Collected data:
=-=-=-=-=

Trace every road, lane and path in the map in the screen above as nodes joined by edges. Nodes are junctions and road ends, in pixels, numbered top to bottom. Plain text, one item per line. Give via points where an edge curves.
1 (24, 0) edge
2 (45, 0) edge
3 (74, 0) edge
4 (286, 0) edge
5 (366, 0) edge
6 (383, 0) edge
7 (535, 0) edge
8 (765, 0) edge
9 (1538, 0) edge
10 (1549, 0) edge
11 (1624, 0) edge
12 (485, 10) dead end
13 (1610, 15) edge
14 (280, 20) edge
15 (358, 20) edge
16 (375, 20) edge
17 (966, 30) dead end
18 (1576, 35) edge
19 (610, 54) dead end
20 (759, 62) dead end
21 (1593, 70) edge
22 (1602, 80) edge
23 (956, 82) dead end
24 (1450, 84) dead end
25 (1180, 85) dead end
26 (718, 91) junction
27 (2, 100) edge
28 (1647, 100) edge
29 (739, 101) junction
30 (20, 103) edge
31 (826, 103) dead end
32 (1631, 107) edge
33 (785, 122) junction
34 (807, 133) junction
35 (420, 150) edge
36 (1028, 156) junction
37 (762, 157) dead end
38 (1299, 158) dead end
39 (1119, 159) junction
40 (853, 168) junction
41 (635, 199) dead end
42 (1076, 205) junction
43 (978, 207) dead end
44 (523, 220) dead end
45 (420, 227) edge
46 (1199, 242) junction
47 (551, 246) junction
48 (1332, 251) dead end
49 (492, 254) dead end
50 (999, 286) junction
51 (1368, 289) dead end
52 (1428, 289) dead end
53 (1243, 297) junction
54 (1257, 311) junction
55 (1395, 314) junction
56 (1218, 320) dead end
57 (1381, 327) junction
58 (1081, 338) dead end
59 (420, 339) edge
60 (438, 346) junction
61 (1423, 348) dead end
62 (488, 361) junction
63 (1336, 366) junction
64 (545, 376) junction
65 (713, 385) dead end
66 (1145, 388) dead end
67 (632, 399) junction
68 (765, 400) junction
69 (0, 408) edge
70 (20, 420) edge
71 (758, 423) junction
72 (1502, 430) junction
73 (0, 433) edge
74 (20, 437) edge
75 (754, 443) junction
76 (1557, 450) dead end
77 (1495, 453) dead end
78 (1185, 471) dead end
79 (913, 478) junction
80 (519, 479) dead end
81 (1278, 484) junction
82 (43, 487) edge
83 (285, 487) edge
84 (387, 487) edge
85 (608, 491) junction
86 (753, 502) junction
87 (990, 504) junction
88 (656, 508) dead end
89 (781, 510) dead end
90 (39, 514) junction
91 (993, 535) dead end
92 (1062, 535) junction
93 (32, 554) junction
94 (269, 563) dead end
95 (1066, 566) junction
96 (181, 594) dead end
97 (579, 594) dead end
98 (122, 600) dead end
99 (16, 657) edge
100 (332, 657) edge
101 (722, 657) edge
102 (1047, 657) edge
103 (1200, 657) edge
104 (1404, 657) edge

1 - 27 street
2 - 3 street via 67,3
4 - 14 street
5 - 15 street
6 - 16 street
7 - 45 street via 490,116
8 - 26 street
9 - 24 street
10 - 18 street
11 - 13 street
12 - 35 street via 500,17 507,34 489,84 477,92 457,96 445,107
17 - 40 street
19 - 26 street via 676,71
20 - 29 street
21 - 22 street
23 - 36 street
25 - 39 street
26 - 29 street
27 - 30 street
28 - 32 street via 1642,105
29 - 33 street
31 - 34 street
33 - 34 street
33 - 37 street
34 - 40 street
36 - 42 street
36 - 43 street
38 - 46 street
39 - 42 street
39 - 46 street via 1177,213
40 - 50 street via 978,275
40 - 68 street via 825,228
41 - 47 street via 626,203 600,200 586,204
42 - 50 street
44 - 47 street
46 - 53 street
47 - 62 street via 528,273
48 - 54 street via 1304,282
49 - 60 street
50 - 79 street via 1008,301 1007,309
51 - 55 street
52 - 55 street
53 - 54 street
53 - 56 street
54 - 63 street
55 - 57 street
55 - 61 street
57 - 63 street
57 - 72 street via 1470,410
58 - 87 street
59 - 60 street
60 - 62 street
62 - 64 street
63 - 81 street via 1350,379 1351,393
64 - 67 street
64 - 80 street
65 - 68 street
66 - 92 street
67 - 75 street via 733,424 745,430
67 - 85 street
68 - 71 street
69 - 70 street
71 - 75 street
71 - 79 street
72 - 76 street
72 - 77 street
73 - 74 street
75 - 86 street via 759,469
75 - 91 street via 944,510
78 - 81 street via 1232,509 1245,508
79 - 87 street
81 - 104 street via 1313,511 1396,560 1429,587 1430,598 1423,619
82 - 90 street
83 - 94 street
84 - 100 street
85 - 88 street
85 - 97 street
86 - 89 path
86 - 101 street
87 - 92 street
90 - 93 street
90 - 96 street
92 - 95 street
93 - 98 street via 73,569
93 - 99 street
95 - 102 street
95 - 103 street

=-=-=-=-=

Problem description ▸
Reproduce the data exactly, omitting nothing.

Result below ▸
Trace every road, lane and path in the map in the screen above as nodes joined by edges. Nodes are junctions and road ends, in pixels, numbered top to bottom. Plain text, one item per line. Give via points where an edge curves.
1 (24, 0) edge
2 (45, 0) edge
3 (74, 0) edge
4 (286, 0) edge
5 (366, 0) edge
6 (383, 0) edge
7 (535, 0) edge
8 (765, 0) edge
9 (1538, 0) edge
10 (1549, 0) edge
11 (1624, 0) edge
12 (485, 10) dead end
13 (1610, 15) edge
14 (280, 20) edge
15 (358, 20) edge
16 (375, 20) edge
17 (966, 30) dead end
18 (1576, 35) edge
19 (610, 54) dead end
20 (759, 62) dead end
21 (1593, 70) edge
22 (1602, 80) edge
23 (956, 82) dead end
24 (1450, 84) dead end
25 (1180, 85) dead end
26 (718, 91) junction
27 (2, 100) edge
28 (1647, 100) edge
29 (739, 101) junction
30 (20, 103) edge
31 (826, 103) dead end
32 (1631, 107) edge
33 (785, 122) junction
34 (807, 133) junction
35 (420, 150) edge
36 (1028, 156) junction
37 (762, 157) dead end
38 (1299, 158) dead end
39 (1119, 159) junction
40 (853, 168) junction
41 (635, 199) dead end
42 (1076, 205) junction
43 (978, 207) dead end
44 (523, 220) dead end
45 (420, 227) edge
46 (1199, 242) junction
47 (551, 246) junction
48 (1332, 251) dead end
49 (492, 254) dead end
50 (999, 286) junction
51 (1368, 289) dead end
52 (1428, 289) dead end
53 (1243, 297) junction
54 (1257, 311) junction
55 (1395, 314) junction
56 (1218, 320) dead end
57 (1381, 327) junction
58 (1081, 338) dead end
59 (420, 339) edge
60 (438, 346) junction
61 (1423, 348) dead end
62 (488, 361) junction
63 (1336, 366) junction
64 (545, 376) junction
65 (713, 385) dead end
66 (1145, 388) dead end
67 (632, 399) junction
68 (765, 400) junction
69 (0, 408) edge
70 (20, 420) edge
71 (758, 423) junction
72 (1502, 430) junction
73 (0, 433) edge
74 (20, 437) edge
75 (754, 443) junction
76 (1557, 450) dead end
77 (1495, 453) dead end
78 (1185, 471) dead end
79 (913, 478) junction
80 (519, 479) dead end
81 (1278, 484) junction
82 (43, 487) edge
83 (285, 487) edge
84 (387, 487) edge
85 (608, 491) junction
86 (753, 502) junction
87 (990, 504) junction
88 (656, 508) dead end
89 (781, 510) dead end
90 (39, 514) junction
91 (993, 535) dead end
92 (1062, 535) junction
93 (32, 554) junction
94 (269, 563) dead end
95 (1066, 566) junction
96 (181, 594) dead end
97 (579, 594) dead end
98 (122, 600) dead end
99 (16, 657) edge
100 (332, 657) edge
101 (722, 657) edge
102 (1047, 657) edge
103 (1200, 657) edge
104 (1404, 657) edge

1 - 27 street
2 - 3 street via 67,3
4 - 14 street
5 - 15 street
6 - 16 street
7 - 45 street via 490,116
8 - 26 street
9 - 24 street
10 - 18 street
11 - 13 street
12 - 35 street via 500,17 507,34 489,84 477,92 457,96 445,107
17 - 40 street
19 - 26 street via 676,71
20 - 29 street
21 - 22 street
23 - 36 street
25 - 39 street
26 - 29 street
27 - 30 street
28 - 32 street via 1642,105
29 - 33 street
31 - 34 street
33 - 34 street
33 - 37 street
34 - 40 street
36 - 42 street
36 - 43 street
38 - 46 street
39 - 42 street
39 - 46 street via 1177,213
40 - 50 street via 978,275
40 - 68 street via 825,228
41 - 47 street via 626,203 600,200 586,204
42 - 50 street
44 - 47 street
46 - 53 street
47 - 62 street via 528,273
48 - 54 street via 1304,282
49 - 60 street
50 - 79 street via 1008,301 1007,309
51 - 55 street
52 - 55 street
53 - 54 street
53 - 56 street
54 - 63 street
55 - 57 street
55 - 61 street
57 - 63 street
57 - 72 street via 1470,410
58 - 87 street
59 - 60 street
60 - 62 street
62 - 64 street
63 - 81 street via 1350,379 1351,393
64 - 67 street
64 - 80 street
65 - 68 street
66 - 92 street
67 - 75 street via 733,424 745,430
67 - 85 street
68 - 71 street
69 - 70 street
71 - 75 street
71 - 79 street
72 - 76 street
72 - 77 street
73 - 74 street
75 - 86 street via 759,469
75 - 91 street via 944,510
78 - 81 street via 1232,509 1245,508
79 - 87 street
81 - 104 street via 1313,511 1396,560 1429,587 1430,598 1423,619
82 - 90 street
83 - 94 street
84 - 100 street
85 - 88 street
85 - 97 street
86 - 89 path
86 - 101 street
87 - 92 street
90 - 93 street
90 - 96 street
92 - 95 street
93 - 98 street via 73,569
93 - 99 street
95 - 102 street
95 - 103 street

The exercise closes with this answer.